WORK TO BE COMPLETED – Only lines containing "Ansari" are wanted from the data below. Copy those lines.

═════ DATA PROVIDED

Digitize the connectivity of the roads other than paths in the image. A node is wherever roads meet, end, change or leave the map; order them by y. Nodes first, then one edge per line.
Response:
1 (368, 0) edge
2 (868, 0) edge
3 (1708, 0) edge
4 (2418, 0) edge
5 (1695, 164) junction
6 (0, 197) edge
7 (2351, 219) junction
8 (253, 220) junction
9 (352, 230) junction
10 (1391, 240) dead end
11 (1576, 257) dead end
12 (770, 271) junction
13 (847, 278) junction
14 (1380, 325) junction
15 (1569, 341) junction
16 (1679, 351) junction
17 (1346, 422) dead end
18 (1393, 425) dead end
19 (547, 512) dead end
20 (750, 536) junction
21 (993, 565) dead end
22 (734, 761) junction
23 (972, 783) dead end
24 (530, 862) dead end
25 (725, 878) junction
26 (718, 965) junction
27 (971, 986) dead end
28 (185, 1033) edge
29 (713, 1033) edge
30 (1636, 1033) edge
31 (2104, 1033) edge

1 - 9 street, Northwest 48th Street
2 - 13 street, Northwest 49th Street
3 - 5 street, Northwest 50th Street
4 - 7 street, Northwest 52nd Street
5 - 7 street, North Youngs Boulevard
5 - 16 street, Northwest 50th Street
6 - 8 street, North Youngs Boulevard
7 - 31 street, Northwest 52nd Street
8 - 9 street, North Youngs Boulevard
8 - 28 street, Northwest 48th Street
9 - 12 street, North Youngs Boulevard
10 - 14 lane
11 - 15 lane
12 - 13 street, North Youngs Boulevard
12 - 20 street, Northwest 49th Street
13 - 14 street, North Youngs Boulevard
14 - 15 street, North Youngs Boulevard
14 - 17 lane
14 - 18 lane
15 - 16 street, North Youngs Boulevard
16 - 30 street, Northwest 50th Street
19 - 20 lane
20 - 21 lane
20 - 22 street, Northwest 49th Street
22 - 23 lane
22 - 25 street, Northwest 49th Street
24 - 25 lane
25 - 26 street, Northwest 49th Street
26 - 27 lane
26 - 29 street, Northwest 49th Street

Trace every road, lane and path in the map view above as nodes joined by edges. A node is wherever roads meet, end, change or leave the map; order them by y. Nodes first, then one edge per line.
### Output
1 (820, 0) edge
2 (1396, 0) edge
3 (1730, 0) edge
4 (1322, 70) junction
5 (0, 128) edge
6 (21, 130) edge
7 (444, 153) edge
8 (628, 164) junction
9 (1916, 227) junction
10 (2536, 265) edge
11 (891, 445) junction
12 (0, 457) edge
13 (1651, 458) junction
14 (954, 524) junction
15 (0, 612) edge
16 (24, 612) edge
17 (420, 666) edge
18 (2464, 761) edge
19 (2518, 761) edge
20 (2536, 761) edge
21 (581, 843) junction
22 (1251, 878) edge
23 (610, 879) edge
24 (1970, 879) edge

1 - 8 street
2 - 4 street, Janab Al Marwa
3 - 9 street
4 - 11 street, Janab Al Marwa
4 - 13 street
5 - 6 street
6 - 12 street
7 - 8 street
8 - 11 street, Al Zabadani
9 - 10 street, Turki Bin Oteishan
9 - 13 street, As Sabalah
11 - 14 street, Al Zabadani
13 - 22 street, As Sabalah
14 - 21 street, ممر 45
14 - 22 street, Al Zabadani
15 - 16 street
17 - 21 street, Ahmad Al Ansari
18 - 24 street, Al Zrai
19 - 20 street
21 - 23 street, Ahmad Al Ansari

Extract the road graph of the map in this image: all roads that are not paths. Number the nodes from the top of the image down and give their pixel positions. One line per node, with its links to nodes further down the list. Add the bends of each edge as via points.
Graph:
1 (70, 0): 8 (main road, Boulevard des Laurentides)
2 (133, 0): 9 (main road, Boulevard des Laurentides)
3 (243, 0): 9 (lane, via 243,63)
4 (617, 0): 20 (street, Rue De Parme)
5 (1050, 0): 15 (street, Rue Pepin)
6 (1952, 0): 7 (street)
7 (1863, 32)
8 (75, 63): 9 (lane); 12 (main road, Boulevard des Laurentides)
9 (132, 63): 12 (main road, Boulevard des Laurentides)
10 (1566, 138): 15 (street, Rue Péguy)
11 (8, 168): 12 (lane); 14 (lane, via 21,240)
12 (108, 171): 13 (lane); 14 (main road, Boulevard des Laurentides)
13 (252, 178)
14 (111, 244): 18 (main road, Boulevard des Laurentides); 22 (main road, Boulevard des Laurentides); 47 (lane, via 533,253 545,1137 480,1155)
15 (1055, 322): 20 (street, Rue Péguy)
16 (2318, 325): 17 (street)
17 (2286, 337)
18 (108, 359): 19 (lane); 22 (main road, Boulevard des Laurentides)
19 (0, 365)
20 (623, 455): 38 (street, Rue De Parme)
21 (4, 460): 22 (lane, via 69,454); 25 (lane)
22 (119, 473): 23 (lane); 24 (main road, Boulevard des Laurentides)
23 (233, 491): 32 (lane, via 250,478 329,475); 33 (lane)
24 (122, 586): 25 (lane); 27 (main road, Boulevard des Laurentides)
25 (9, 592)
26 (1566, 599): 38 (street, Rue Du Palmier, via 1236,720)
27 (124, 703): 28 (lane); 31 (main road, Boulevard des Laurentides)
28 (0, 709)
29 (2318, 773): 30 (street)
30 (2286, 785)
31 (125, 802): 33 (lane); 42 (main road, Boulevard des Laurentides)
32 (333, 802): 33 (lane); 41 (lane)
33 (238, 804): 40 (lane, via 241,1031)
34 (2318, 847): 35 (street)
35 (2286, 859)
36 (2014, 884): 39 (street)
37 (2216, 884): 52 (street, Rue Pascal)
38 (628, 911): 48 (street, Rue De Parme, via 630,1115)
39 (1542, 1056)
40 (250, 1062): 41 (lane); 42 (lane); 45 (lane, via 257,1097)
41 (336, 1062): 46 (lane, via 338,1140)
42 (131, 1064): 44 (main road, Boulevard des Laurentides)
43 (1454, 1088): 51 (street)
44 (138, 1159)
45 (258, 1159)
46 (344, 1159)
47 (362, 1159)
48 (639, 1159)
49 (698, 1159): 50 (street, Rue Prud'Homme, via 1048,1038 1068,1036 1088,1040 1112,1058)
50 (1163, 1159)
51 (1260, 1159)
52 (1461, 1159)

══════════

SOLUTION BELOW –
17 - 21 street, Ahmad Al Ansari
21 - 23 street, Ahmad Al Ansari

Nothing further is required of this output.